Rolling out Error Budgets across a 1000 person global engineering organisation
YOW! CTO Summit 2019 Brisbane
Zendesk has been struggling with reliability from it’s beginning - in many ways it has been a victim of its own overnight success. Over the last few years we’ve had to take drastic measures to address major outages, such as implementing company-wide change freezes.
These measures hurt when you have 1000 engineers in 120 product development teams across the globe, and in many ways create more risk when the freeze begins to thaw.
In order to avoid these freeze’s we have recently moved to implement concepts from the Site Reliability Engineering (SRE) discipline, specifically implementing Error Budgets along with SLOs/SLIs. The aim of this is to “scope” the freeze to those systems that have more reliability issues.
We’ve had some wins in introducing this approach, but are still very much at the beginning of this journey. This talk will tell the story of this journey along with providing some practical suggestions around tooling and practices to implement.

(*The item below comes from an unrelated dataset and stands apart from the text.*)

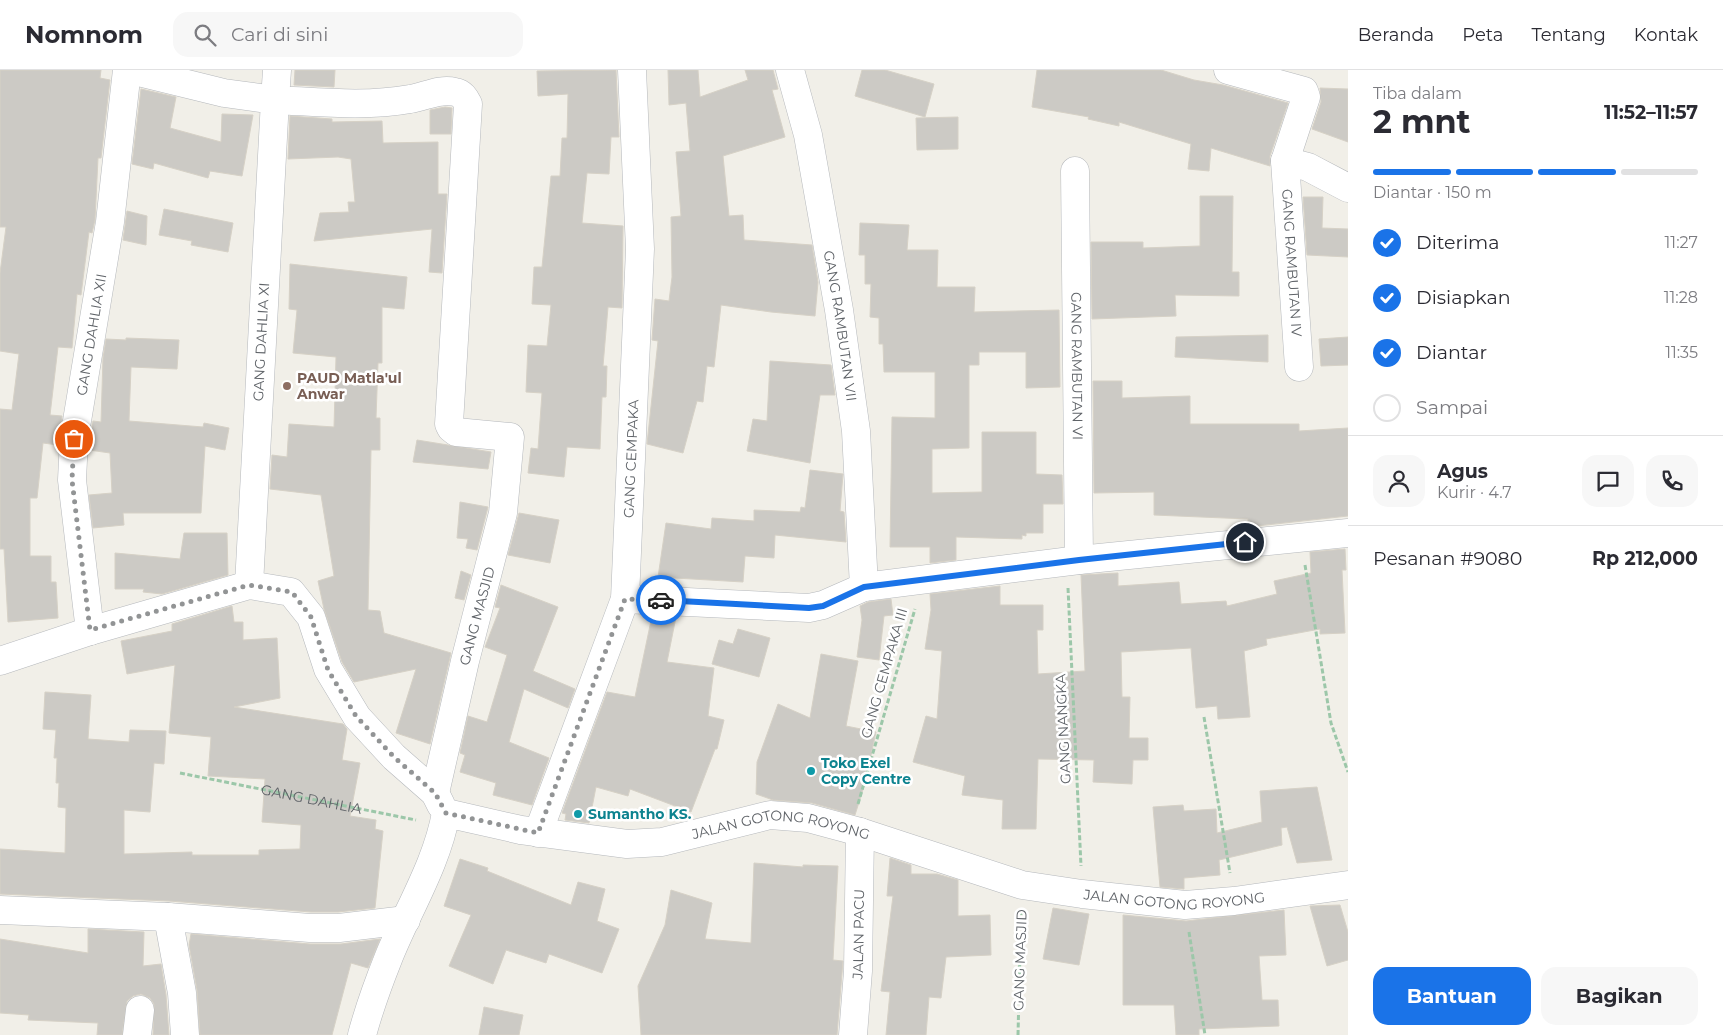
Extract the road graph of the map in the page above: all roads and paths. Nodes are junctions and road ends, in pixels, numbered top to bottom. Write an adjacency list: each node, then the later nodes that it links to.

Senior Director of Engineering
I am a technology executive with over 20 years experience creating software solutions for the investment banking, insurance, logistics, utilities, travel publishing, sport and digital marketplace industries.
World class software delivery is a complex dance that brings together product ideas, user experience design, architecture, high quality testable software and frequent, iterative deployments to production.
My career has been about choreographing teams, people, processes and technology to make that happen.
I currently manage the engineering teams that build and run the Zendesk Developer Platform, based in Melbourne.